Ora, um filho da mãe destes, que ajudou o capo António Costa a montar os desavergonhados tachos para as fagmilias  socialistas na Câmara Municipal de Lisboa, e de que o próprio Costa, e o seu boneco predilecto, o Medina, beneficiaram, com a oferta, a preços de saldo, de luxuosos andares para as suas virtuosas pessoas, a título de inquilino o primeiro (o Tonio Kostas instalado nos Restauradores) e de proprietário o segundo (o Nandinho Médicis aninhado na Av.

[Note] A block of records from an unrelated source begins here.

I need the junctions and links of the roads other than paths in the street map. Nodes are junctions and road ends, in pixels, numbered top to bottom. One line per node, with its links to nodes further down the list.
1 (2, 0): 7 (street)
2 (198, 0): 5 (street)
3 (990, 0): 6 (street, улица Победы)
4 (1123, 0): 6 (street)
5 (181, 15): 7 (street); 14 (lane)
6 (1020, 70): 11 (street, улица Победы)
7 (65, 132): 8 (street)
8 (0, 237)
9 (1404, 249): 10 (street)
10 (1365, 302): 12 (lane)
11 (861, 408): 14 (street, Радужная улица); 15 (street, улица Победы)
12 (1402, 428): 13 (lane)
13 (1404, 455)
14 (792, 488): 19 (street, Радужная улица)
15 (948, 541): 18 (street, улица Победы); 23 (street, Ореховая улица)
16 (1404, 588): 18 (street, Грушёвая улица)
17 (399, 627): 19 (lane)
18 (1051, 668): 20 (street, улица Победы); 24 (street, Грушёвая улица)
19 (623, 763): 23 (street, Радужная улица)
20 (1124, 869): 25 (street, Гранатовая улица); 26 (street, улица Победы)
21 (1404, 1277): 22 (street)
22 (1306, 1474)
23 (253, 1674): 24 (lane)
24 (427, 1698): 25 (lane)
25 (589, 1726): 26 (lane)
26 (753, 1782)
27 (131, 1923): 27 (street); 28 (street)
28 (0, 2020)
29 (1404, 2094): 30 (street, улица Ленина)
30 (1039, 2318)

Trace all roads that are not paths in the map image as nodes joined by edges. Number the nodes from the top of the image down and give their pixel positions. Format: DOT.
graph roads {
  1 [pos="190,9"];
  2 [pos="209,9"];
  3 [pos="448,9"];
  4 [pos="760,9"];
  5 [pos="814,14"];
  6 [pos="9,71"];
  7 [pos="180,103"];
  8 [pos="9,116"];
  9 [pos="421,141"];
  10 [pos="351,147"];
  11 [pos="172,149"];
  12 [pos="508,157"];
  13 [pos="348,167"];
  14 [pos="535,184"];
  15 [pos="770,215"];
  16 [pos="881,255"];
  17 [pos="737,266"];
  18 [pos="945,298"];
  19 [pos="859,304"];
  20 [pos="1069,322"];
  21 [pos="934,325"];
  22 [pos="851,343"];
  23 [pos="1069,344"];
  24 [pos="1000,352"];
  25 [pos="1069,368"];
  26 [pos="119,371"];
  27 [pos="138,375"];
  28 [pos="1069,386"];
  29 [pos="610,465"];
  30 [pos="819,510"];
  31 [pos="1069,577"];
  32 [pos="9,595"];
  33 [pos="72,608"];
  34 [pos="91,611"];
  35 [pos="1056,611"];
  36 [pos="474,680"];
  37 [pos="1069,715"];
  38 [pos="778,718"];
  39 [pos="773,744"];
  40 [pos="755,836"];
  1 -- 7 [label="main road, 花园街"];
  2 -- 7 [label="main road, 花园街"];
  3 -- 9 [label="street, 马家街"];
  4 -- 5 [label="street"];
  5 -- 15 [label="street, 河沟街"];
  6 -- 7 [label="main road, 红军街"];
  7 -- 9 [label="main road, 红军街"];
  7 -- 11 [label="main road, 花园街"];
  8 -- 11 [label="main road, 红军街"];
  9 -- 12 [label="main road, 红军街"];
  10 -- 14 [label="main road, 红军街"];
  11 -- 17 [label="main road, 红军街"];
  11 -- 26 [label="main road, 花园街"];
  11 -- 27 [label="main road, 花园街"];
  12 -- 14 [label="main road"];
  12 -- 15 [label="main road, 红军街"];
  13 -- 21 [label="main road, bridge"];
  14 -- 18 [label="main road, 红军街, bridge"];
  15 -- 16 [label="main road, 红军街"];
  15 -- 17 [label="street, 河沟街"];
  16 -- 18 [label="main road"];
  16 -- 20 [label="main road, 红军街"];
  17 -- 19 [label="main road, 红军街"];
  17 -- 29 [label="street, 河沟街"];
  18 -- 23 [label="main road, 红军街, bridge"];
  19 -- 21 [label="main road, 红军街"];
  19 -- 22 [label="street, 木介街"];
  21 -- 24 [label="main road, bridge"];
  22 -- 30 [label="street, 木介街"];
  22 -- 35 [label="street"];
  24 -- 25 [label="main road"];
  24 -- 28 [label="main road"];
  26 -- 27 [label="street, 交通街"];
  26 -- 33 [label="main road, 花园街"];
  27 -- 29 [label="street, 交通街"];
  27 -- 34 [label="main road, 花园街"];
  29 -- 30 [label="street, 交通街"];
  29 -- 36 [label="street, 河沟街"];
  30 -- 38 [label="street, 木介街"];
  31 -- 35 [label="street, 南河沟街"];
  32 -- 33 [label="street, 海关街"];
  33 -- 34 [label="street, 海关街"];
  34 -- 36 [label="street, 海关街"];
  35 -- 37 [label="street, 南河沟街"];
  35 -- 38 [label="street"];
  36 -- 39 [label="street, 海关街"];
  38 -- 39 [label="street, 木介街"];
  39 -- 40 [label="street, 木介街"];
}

Duque de Ávila) merece não apenas ser destituído da liderança da Sociedade de Reabilitação Urbana, mas, a provarem-se os inúmeros indícios de graves irregularidades, devidamente enjaulado na prisão de alta segurança de Monsanto, podendo porventura aí continuar a brincar às casinhas com outros meninos da sua criação, caso o meritíssimo juiz assim o decida, em todo o caso apenas àquele tipo de casinhas que se fazem com o Lego de contrafacção “chenesa”.

Entretanto, a Câmara Municipal de Lisboa, sabemo-lo, apodrece de rica, a alarve. Com o imposto de transacções imobiliárias e aos preços a que o casario está em Lisboa, é sempre, sempre a embolsar. O que nos leva a concluir, um tanto ou quanto abruptamente, que sob uma ordem soberana do Costa, previamente autorizada, evidentemente, por Mário, il Dottore, o Merdina Médicis bem poderia começar a pensar em atribuir um subsídio a todos aqueles lisboetas que, contra a superior vontade dos arquitectos de génio que põem e dispõem nos negócios imobiliários da edilidade alfacinha, teimam ainda assim em viver em Lisboa. Tomando de empréstimo o vocabulário de um conhecido filósofo alemão do século XIX, dir-se-ia que a arte do senhor arquitecto Manuel Salgado, o Dono e o Senhor da Sala do Risco da Lisboa Ocidental, não representa nem um estado dionisíaco, nem um estado apolíneo do seu nobre ofício. Não. Todo ele respira apenas aquele tipo de vontade férrea capaz de mover montanhas, em suma, todo ele simboliza apenas aquela espécie de embriaguez com o poder própria da mais pura e grande das vontades. Diz o tal alemão: «Na arte arquitectónica devem adquirir visibilidade o orgulho e a vontade de poder; a arquitectura é uma espécie de eloquência do poder expressa em formas, eloquência que umas vezes persuade e mesmo lisonjeia, e que outras vezes se limita a dar ordens». O senhor arquitecto não poderia estar mais de acordo.

O velho, honrado e castiço ditado segundo qual «quem não viu Lisboa nunca viu coisa boa» deve de ora em diante ser substituído por um novo, sem dúvida um pouco mais moderno e actual: «Quem nunca viu Lisboa como ela foi outrora, que a tivesse visto enquanto era tempo».